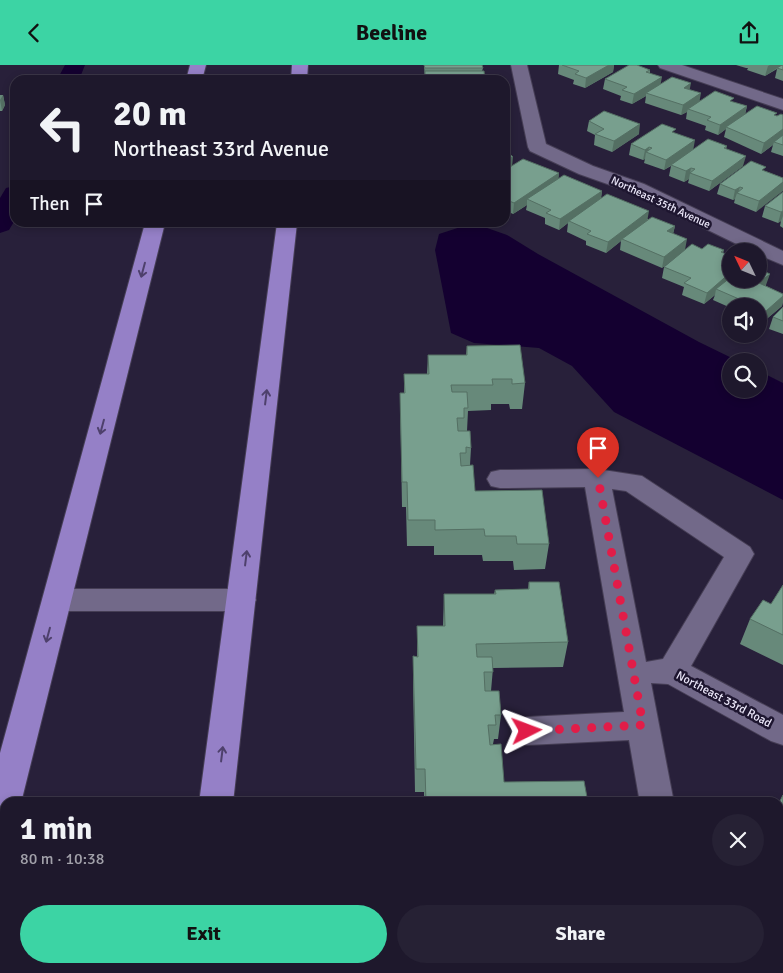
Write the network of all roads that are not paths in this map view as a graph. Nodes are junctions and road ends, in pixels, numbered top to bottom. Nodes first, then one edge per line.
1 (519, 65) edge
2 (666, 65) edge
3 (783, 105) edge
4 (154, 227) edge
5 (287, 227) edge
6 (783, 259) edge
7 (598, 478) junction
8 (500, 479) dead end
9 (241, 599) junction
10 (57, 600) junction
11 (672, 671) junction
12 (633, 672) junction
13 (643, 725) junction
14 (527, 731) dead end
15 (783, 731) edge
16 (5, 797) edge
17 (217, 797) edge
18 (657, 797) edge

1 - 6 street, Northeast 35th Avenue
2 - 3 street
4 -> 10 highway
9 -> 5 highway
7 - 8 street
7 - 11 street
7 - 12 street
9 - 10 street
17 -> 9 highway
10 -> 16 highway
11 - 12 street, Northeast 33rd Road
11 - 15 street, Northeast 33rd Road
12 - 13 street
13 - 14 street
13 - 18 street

◇ ◇ ◇

YOUR ASSIGNMENT: Word-for-word output of the material above is needed, with the pictures left out.

WRITTEN SOLUTION:
Write the network of all roads that are not paths in this map view as a graph. Nodes are junctions and road ends, in pixels, numbered top to bottom. Nodes first, then one edge per line.
1 (519, 65) edge
2 (666, 65) edge
3 (783, 105) edge
4 (154, 227) edge
5 (287, 227) edge
6 (783, 259) edge
7 (598, 478) junction
8 (500, 479) dead end
9 (241, 599) junction
10 (57, 600) junction
11 (672, 671) junction
12 (633, 672) junction
13 (643, 725) junction
14 (527, 731) dead end
15 (783, 731) edge
16 (5, 797) edge
17 (217, 797) edge
18 (657, 797) edge

1 - 6 street, Northeast 35th Avenue
2 - 3 street
4 -> 10 highway
9 -> 5 highway
7 - 8 street
7 - 11 street
7 - 12 street
9 - 10 street
17 -> 9 highway
10 -> 16 highway
11 - 12 street, Northeast 33rd Road
11 - 15 street, Northeast 33rd Road
12 - 13 street
13 - 14 street
13 - 18 street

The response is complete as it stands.